Police launch investigation after vandals deface monument for fallen soldiers near Daliyat al-Karmel

A KKL-JNF monument defaced with IS graffiti on the Carmel Scenic Route near the Druze village Daliyat a-Karmel, November 22, 2014. (Photo credit: Israel Police)
A KKL-JNF monument defaced with IS graffiti on the Carmel Scenic Route near the Druze village Daliyat a-Karmel, November 22, 2014. (Photo credit: Israel Police)

Graffiti in Arabic praising the Islamic State terror group was found on a memorial monument for fallen Druze IDF soldiers along the Carmel Scenic Route, located east of the predominantly Druze village of Daliyat al-Karmel.

Similar graffiti was found nearby on a KKL-JNF monument.

Police said six Palestinian youths were arrested in connection with the incident.

The graffiti was erased by city officials.

Last month, residents of Daliyat al-Karmel, south of Haifa, discovered four graffiti spray paintings of the word “Daesh” — an Arabic acronym for the Islamic State — near a soccer field in the city

In a separate incident, the words “Daesh is on the way” were found daubed in Arabic alongside an Israeli flag in the village of Bana’a, in the Galilee.

Rafik Halabi, head of the Daliyat al-Karmel local council, urged police after last month’s incident to act quickly to apprehend those responsible for the graffiti, saying that “even if children did this as a prank, we are taking this incident very seriously,” the Israeli news site NRG reported. “The Druze community condemns this Islamic terrorist organization,” he said.

Although police are attempting to crack down on any show of support for the Islamic State, the group’s popularity appears to be on the rise within Israeli Arab communities, where the rebel group’s flag has been sighted in various places throughout Israel.

According to police and the Shin Bet internal security service, more than 30 Israeli Arabs have joined Islamic State forces in Iraq and Syria.

Last week, tensions between Israeli Arabs and members of the Druze community soared after at least 26 people were injured in a brawl between some three dozen Muslim and Druze youths. The fight was allegedly over the security situation, which has seen recent tensions with Palestinians in East Jerusalem and the West Bank — in part over Israeli plans to step up building activity in the city’s eastern sector and religious tensions at the Temple Mount — spread to Israeli Arab communities after the police shooting of a 22-year-old man in Kafr Kanna on November 15.

Ten Israelis have been killed in Palestinian terrorist attacks in recent weeks, including two Druze police officers.

Members of the Druze community serve in the IDF and the Israeli Border Police, while members of the rest of Israel’s Arab community largely do not.
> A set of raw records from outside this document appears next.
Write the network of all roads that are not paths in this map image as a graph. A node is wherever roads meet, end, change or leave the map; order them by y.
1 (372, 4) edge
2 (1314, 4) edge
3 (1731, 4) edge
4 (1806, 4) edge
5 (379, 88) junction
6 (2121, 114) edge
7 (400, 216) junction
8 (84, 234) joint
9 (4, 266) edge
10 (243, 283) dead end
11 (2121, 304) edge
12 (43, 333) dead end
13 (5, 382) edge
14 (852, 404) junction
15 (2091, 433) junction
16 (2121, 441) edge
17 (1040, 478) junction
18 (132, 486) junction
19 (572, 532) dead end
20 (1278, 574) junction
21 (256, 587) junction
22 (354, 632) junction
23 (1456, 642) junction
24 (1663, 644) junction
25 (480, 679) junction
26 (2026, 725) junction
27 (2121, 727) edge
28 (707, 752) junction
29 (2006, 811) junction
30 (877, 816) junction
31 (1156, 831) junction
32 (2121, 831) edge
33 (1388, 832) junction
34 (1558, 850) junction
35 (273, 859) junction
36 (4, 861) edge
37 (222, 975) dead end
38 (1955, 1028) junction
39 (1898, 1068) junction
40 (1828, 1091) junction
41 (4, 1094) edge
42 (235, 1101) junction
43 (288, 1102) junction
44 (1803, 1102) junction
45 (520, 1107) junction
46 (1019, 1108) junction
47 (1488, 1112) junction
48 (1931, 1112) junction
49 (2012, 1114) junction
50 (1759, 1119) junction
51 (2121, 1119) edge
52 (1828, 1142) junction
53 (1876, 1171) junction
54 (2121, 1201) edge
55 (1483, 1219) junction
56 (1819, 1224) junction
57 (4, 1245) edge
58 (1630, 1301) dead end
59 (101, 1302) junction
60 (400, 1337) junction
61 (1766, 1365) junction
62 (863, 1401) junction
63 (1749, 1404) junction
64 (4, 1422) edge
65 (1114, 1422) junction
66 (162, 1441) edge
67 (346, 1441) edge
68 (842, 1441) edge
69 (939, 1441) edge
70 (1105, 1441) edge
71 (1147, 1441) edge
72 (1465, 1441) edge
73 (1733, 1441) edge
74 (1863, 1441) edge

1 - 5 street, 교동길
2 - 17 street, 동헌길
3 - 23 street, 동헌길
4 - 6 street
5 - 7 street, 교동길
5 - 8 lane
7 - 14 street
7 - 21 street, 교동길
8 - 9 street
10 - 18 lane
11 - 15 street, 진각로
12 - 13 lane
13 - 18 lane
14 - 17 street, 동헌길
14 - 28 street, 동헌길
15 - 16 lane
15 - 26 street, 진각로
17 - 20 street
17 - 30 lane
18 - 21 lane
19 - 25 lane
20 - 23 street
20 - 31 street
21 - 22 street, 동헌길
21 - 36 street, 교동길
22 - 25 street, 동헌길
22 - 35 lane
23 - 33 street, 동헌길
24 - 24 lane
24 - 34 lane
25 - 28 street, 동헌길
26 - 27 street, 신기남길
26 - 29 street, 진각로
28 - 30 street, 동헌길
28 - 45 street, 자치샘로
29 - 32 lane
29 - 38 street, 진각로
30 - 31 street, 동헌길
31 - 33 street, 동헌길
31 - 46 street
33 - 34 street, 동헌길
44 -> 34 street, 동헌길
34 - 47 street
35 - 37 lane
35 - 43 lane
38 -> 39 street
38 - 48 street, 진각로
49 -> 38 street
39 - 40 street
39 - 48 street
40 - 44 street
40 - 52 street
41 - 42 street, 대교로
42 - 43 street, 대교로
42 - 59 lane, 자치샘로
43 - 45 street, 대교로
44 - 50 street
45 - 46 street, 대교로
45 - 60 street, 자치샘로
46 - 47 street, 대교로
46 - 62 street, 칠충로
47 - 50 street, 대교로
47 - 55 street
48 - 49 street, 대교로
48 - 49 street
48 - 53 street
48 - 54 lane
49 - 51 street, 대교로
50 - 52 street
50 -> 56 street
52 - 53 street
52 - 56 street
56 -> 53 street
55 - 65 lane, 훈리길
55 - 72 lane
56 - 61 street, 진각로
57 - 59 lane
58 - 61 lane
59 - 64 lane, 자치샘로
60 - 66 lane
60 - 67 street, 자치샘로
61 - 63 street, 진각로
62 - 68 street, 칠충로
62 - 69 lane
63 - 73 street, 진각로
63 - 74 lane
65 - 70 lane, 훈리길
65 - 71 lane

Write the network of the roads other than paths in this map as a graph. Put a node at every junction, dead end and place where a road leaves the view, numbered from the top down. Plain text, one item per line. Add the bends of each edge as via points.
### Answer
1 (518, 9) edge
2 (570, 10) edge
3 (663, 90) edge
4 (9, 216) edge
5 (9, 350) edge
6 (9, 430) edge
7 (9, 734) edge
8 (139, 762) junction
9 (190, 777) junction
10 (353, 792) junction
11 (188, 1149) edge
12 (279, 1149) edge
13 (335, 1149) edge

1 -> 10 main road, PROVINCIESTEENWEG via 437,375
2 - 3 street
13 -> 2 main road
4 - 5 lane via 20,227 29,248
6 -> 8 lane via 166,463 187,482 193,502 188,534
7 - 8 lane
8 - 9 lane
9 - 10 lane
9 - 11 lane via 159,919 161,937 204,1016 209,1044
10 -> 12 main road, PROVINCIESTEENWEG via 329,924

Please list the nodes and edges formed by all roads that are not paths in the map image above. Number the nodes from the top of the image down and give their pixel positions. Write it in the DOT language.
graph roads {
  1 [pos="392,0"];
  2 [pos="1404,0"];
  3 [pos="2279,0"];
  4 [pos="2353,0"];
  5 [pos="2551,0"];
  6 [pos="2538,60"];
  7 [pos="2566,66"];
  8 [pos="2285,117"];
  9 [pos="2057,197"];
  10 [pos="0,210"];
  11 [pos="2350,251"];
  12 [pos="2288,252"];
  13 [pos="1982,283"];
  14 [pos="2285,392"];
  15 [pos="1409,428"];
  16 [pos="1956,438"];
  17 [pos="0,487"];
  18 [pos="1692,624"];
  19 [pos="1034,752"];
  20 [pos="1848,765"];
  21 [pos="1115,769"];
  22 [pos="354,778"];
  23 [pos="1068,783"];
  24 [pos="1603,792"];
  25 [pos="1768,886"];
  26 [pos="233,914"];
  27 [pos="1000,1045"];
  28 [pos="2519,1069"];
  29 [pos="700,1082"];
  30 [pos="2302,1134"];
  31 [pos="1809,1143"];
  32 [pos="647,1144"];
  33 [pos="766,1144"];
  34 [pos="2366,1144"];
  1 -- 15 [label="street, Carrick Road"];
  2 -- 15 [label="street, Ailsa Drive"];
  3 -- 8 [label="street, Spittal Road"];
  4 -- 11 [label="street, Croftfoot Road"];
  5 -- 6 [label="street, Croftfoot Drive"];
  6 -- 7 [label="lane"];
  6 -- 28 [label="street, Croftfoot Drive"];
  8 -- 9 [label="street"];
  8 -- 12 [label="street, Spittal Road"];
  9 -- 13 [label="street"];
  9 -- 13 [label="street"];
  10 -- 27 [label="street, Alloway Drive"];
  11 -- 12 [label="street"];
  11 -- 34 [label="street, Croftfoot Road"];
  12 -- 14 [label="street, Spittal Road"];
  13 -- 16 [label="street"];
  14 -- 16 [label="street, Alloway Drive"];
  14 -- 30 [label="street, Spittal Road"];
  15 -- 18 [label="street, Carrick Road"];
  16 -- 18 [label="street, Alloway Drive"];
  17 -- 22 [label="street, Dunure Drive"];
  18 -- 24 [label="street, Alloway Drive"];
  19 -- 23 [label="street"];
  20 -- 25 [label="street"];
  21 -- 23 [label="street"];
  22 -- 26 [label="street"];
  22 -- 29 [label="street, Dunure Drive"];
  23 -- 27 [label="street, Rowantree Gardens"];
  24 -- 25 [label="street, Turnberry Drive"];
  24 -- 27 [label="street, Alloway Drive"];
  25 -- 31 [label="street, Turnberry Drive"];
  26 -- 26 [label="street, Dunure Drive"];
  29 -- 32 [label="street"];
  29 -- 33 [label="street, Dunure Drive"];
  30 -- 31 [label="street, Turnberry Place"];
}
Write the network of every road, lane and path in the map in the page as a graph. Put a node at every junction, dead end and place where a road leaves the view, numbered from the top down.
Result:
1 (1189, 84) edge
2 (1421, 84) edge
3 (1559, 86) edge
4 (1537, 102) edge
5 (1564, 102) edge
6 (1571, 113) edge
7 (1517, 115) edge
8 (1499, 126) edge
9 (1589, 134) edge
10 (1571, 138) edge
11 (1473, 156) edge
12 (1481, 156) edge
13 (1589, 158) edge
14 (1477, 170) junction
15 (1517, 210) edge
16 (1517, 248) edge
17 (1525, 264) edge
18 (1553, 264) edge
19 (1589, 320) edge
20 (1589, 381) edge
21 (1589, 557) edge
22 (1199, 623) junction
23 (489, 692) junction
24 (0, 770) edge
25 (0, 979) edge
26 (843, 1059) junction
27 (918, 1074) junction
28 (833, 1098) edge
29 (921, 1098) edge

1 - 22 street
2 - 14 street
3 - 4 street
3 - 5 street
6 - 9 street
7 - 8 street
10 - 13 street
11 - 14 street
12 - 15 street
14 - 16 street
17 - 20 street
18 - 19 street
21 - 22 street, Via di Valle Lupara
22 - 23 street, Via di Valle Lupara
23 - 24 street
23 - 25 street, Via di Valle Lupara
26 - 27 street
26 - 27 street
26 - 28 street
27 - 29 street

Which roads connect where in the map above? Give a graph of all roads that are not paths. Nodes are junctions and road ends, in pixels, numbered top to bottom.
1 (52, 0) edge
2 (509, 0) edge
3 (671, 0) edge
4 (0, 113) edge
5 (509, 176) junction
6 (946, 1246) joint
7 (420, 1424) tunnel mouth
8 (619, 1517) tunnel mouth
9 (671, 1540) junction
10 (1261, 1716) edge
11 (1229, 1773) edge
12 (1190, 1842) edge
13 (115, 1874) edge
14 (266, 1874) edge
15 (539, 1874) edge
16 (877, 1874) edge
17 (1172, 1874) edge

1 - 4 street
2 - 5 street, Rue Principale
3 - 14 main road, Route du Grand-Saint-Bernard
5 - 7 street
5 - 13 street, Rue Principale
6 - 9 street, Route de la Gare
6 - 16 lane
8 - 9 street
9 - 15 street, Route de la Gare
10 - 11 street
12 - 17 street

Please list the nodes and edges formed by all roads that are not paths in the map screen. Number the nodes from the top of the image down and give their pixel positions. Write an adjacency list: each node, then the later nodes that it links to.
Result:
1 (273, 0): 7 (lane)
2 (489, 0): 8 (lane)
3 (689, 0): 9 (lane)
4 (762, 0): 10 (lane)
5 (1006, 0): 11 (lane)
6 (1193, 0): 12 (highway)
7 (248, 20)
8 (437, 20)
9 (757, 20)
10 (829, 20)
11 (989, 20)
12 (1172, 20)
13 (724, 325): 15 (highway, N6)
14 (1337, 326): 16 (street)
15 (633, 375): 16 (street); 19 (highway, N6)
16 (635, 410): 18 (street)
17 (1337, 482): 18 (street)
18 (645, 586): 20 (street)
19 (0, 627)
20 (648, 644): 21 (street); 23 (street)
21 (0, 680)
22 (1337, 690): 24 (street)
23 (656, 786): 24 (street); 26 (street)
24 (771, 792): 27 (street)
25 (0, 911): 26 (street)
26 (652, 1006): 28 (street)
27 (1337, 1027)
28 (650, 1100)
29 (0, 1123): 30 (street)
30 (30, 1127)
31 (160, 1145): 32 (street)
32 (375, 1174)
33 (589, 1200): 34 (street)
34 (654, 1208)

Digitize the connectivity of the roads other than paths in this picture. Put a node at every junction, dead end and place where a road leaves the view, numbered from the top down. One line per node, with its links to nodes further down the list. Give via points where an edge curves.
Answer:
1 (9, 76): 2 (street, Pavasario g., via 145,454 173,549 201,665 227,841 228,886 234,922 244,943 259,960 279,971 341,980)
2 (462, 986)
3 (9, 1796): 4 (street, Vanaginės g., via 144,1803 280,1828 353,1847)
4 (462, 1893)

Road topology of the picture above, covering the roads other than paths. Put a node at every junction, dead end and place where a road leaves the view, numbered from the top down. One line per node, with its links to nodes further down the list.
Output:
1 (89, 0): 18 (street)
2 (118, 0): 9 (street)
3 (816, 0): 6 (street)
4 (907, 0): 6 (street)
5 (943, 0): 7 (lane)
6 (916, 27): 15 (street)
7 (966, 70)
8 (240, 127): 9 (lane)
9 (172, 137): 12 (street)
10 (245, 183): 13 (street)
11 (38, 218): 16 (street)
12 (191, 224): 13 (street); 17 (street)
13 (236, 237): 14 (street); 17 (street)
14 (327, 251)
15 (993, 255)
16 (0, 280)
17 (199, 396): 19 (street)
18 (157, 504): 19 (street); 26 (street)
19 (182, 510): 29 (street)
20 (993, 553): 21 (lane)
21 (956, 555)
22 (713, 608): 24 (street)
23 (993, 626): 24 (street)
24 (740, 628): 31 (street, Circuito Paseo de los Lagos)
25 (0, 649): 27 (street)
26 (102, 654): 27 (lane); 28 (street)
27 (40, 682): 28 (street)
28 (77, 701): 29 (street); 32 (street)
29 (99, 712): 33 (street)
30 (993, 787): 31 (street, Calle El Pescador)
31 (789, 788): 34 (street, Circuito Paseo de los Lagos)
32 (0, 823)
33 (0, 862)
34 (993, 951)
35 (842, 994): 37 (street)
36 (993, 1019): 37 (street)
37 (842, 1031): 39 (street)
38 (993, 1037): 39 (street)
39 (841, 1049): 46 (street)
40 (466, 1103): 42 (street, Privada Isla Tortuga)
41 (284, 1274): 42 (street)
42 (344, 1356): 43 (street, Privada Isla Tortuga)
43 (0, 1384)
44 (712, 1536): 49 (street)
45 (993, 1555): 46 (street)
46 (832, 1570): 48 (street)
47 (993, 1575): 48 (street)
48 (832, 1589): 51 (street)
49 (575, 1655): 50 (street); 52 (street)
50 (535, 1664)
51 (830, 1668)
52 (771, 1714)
Earlier this week, Druze policeman Zidan Saif was killed in a gunfight with terrorists at a Jerusalem synagogue. Saif, 30, was the first officer on the scene of the attack in Har Nof, where two Palestinians from East Jerusalem, armed with a gun and cleavers, had already killed four worshipers. Saif was shot in the head in the shootout in which the two terrorists were killed. Evacuated in critical condition to a local hospital, he died of his wounds late Tuesday night.

The slain officer left behind a 21-year-old wife and a four-month-old daughter, along with his parents and five brothers. Saif’s uncle died fighting in the Israel Defense Forces during the 1982 Lebanon War.